Data items:
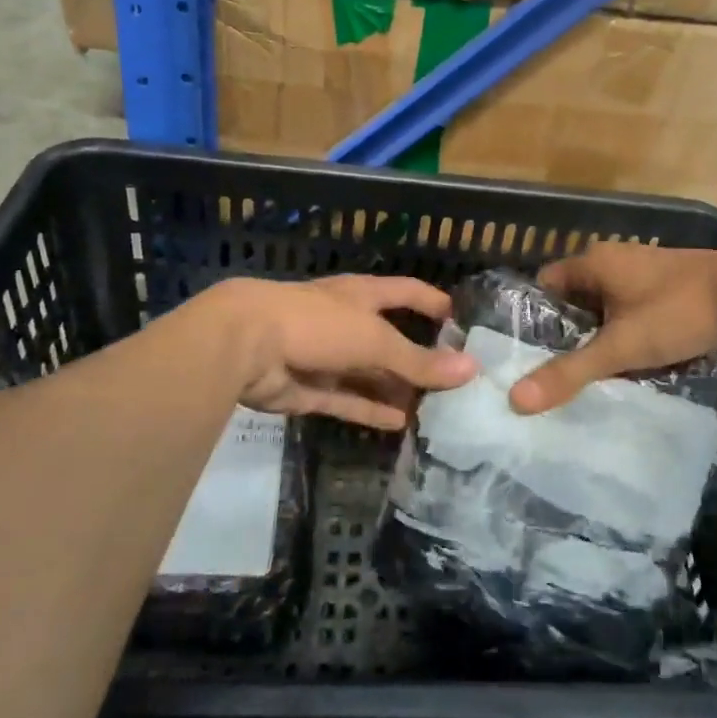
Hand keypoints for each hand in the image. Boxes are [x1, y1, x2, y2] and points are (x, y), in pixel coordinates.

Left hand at [214, 275, 476, 429]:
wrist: (245, 345)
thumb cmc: (318, 324)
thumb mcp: (376, 339)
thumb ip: (419, 360)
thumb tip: (471, 369)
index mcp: (362, 296)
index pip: (407, 293)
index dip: (432, 302)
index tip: (460, 318)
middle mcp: (346, 322)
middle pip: (389, 339)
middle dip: (418, 357)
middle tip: (454, 381)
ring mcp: (326, 356)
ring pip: (369, 374)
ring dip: (396, 389)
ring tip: (434, 409)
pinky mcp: (309, 389)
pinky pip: (347, 401)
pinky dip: (371, 411)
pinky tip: (400, 424)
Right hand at [509, 243, 716, 413]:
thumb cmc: (678, 312)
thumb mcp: (620, 347)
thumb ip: (569, 373)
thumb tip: (515, 401)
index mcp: (594, 262)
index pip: (545, 285)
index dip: (534, 318)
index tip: (526, 355)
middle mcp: (615, 260)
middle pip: (576, 301)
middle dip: (569, 336)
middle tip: (555, 374)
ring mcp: (645, 274)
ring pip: (608, 310)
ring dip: (602, 339)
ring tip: (590, 377)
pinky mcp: (670, 290)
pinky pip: (635, 314)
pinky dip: (630, 336)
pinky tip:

_Task statement_
Starting from the records above, copy each line where the string "index" is found.

_Response to this task_
index mcp: (362, 296)
index pip: (407, 293)
index dip: (432, 302)
index tip: (460, 318)
index mcp: (594, 262)
index pip: (545, 285)
index dip: (534, 318)
index tip: (526, 355)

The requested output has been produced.